View Full Version : [ubuntu] Storing secure keys on Ubuntu web server

December 7th, 2012, 12:40 PM
Hi all,

I'm running Ubuntu 12.04 Precise with a DUNG (Django, Unix, Nginx & Gunicorn) environment and my app (as well as various config files) is stored in a python virtual environment inside /srv, which the www-data user has access to.

The nginx & gunicorn processes are all run as www-data.

My web app requires secure credentials which I am storing in an environment.sh file. This file contains various exports and is run using source before the gunicorn processes execute.

My concern is the location of the environment.sh file and it's permissions. Will it be okay storing this file inside the /srv folder where the www-data has access to it? Or should it be stored and owned by root somewhere else such as /var/myapp/environment.sh?

Also, regarding the www-data user, if any of my web processes (which are run as www-data) are compromised and someone gains access to them, does that mean that the user could potentially read any file on the system, even if they can't write? Including my secure keys?

Many thanks!

December 7th, 2012, 02:07 PM
It is impossible to provide a 100% accurate answer without logging into your system and checking thousands of things AND having a complete understanding of each of those tools. I know UNIX and nginx. Truly securing a web server is not easy. A good, if not complete, understanding of file permissions is necessary to start. A good, if not complete, understanding of process ownership and environments is also needed.
A good, if not complete, understanding of who your hosting provider has set everything up is also needed. Not all hosting providers really care about security. Most seem to get something working and stop there. It is left to you to ensure a level of security that will meet your application needs. It is hard to know if this is the case unless you understand how everything fits together.

I think you have valid concerns based on what you've written. Placing any sensitive data anywhere that the web server can access is a bad idea. Storing credentials inside files is a bad idea too - you do require passphrase to open the keys, right?

I should point out that security is usually a compromise. We compromise security for convenience all the time. The easiest example is when we don't set a passphrase to access keys so that the keys can be available automatically after a reboot without human intervention. I'll admit that I do this too. Convenience won in my situation.

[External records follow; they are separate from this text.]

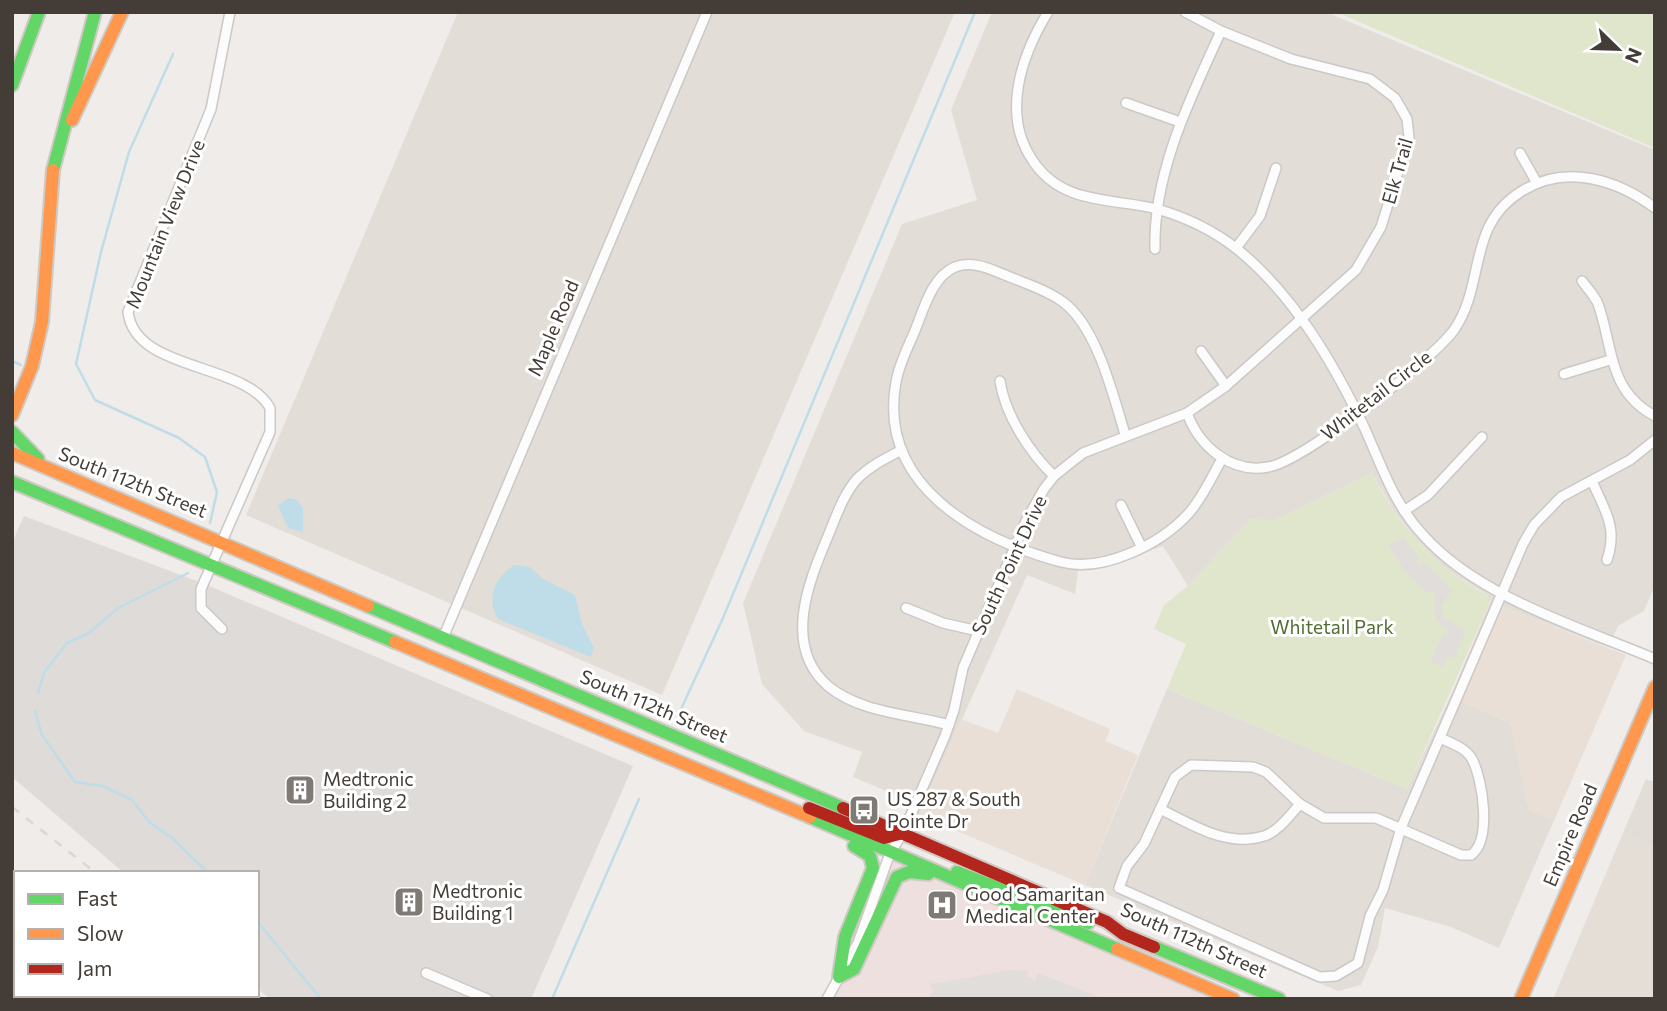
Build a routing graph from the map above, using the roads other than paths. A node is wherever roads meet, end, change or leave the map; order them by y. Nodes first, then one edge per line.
1 (39, 12) edge
2 (95, 12) edge
3 (122, 12) edge
4 (230, 12) edge
5 (707, 12) edge
6 (1048, 12) edge
7 (1185, 12) edge
8 (1220, 31) junction
9 (12, 85) edge
10 (1126, 103) dead end
11 (1180, 122) junction
12 (1520, 153) dead end
13 (1276, 168) dead end
14 (53, 170) junction
15 (1536, 183) junction
16 (1655, 208) edge
17 (1158, 210) junction
18 (1236, 248) junction
19 (1155, 249) dead end
20 (1583, 281) dead end
21 (1301, 321) junction
22 (1201, 351) dead end
23 (1610, 360) junction
24 (1564, 374) dead end
25 (1000, 381) dead end
26 (1226, 386) junction
27 (1187, 413) junction
28 (1357, 413) junction
29 (12, 415) edge
30 (1655, 416) edge
31 (12, 432) edge
32 (1125, 434) junction
33 (1482, 437) dead end
34 (1655, 440) edge
35 (902, 450) junction
36 (12, 453) edge
37 (1222, 458) junction
38 (47, 467) junction
39 (1054, 476) junction
40 (1592, 481) junction
41 (12, 482) edge
42 (12, 490) edge
43 (33, 492) junction
44 (1121, 505) dead end
45 (1404, 511) junction
46 (223, 540) junction
47 (1015, 546) junction
48 (1141, 547) junction
49 (1607, 560) dead end
50 (210, 565) junction
51 (1502, 592) junction
52 (905, 608) dead end
53 (222, 629) dead end
54 (978, 631) junction
55 (443, 638) junction
56 (434, 659) junction
57 (1655, 659) edge
58 (1655, 687) edge
59 (949, 725) junction
60 (1440, 738) junction
61 (678, 761) junction
62 (1300, 804) junction
63 (1160, 810) junction
64 (1401, 828) junction
65 (903, 833) junction
66 (890, 853) junction
67 (942, 876) junction
68 (1123, 934) junction
69 (426, 973) dead end
70 (839, 978) junction
71 (487, 999) edge
72 (827, 999) edge
73 (1233, 999) edge
74 (1279, 999) edge
75 (1521, 999) edge

1 - 9 main road
2 - 14 main road
3 - 14 main road
4 - 46 street, Mountain View Drive
5 - 55 street, Maple Road
6 - 17 street
7 - 8 street, Elk Trail
8 - 11 street
8 - 21 street, Elk Trail
10 - 11 street
11 - 17 street
12 - 15 street
13 - 18 street
14 - 29 main road
15 - 16 street, Whitetail Circle
15 - 28 street, Whitetail Circle
17 - 18 street
17 - 19 street
18 - 21 street
20 - 23 street
21 - 26 street, South Point Drive
21 - 28 street
22 - 26 street
23 - 24 street
23 - 30 street
25 - 39 street
26 - 27 street, South Point Drive
27 - 32 street, South Point Drive
27 - 37 street, Whitetail Circle
28 - 37 street, Whitetail Circle
28 - 45 street
31 - 38 main road
32 - 35 street
32 - 39 street, South Point Drive
33 - 45 street
34 - 40 street
35 - 47 street
35 - 59 street
36 - 38 main road, South 112th Street
37 - 48 street
38 - 46 main road, South 112th Street
39 - 47 street, South Point Drive
40 - 49 street
40 - 51 street
41 - 43 main road, South 112th Street
42 - 43 main road
43 - 50 main road, South 112th Street
44 - 48 street
45 - 51 street
46 - 50 street, Mountain View Drive
46 - 55 main road, South 112th Street
47 - 48 street
47 - 54 street, South Point Drive
50 - 53 street, Mountain View Drive
50 - 56 main road, South 112th Street
51 - 57 street
51 - 60 street
52 - 54 street
54 - 59 street, South Point Drive
55 - 56 main road, Maple Road
55 - 65 main road, South 112th Street
56 - 61 main road, South 112th Street
58 - 75 main road, Empire Road
59 - 65 street, South Point Drive
60 - 64 street
60 - 64 street
61 - 65 main road
61 - 66 main road, South 112th Street
61 - 70 main road
62 - 63 street
62 - 63 street
62 - 64 street
63 - 64 street
65 - 66 street, South Point Drive
65 - 68 main road, South 112th Street
66 - 67 main road, South 112th Street
66 - 68 main road
66 - 70 street, South Point Drive
67 - 70 main road
67 - 73 main road, South 112th Street
68 - 74 main road, South 112th Street
69 - 71 street
70 - 72 street, South Point Drive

If all these processes run as the same user, I think your options are limited. If nginx runs as a different user from the other processes and you have nginx handling all the SSL aspects for the app, then you should just follow an nginx best practices guide for securing SSL. http://www.nginx.org/en/docs/http/configuring_https_servers.html is where I'd start, but I'd look over the best practices guides for Django too.

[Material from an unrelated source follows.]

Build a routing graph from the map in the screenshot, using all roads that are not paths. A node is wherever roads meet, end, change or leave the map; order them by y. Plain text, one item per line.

You want the minimal access required to make everything work, no more.

December 7th, 2012, 04:13 PM
Hi TheFu, thanks for the the quick and detailed response.

Appreciate the advice regarding users, permissions and ownership! I don't suppose you could recommend any good books or websites on the subject?

Regarding the sensitive data required for my web servers, they will be such things as AWS access keys and secrets, usernames & passwords for MySQL connections. These will be stored as environment variables to allow the web application to use the credentials.

I understand it's hard to advise while not knowing more about the setup, however as you mentioned that you have done this too, where would you recommend storing the (unprotected) file which contains the environment variable exports?

As a site note, we're hosting on AWS EC2 instances, and with the ability to auto-scale and spin up instances on demand, the ability for them to read the credentials from a file is really almost a requirement.

Thanks again for the advice, really appreciate it.

December 7th, 2012, 05:16 PM
where would you recommend storing the (unprotected) file which contains the environment variable exports?

I am over my head for some of your setup. I've never used EC2 for anything except stuff that I wanted 100% public. I do not trust cloud (someone else's) computers.

On most UNIX systems, having any file "unprotected" takes an positive action on your part using a chmod 777 command (never do that).

The most secure way to limit who can see your credentials and other "secret" data is to set the file with 600 permissions with root.root as owner and group. No other user will be able to read the file. It is best to place that file in a directory with similar user/group ownership. This will make it harder for other users to access - since they will not be able to use 'ls' to get the file name. On my installations, nginx starts as root, then changes to www-data for worker processes and the cache manager. This means that it may be able to read those files during startup, gather environment variables, and pass them onto www-data workers securely. Just an idea.

Avoid passing sensitive information between programs using command line parameters. These can be seen by any ID on the system in the process table.

As you can see, deploying a secure app requires subtle knowledge of file permissions and process ownership. There are probably other subtle issues that I haven't mentioned at all. Again, look for "best practices security {topic}" in your favorite search engine.

I learned all this stuff years ago. I doubt any of the materials I learned from still exist, plus being a cross-platform C/C++ developer provided additional insights that non-programmers would not learn ("some programmers" in certain cross platform languages don't often learn anything about the OS from my experience).
O'Reilly has books on Practical System and Unix Security that might be good, but you probably don't have time to learn the material. An Advanced Unix Programming from Addison is also a favorite.

You are asking the right questions. I'm sure that you will find some good answers, but only time and being burned is likely to ensure complete understanding. Just because a website doesn't get cracked, that doesn't mean it is secure.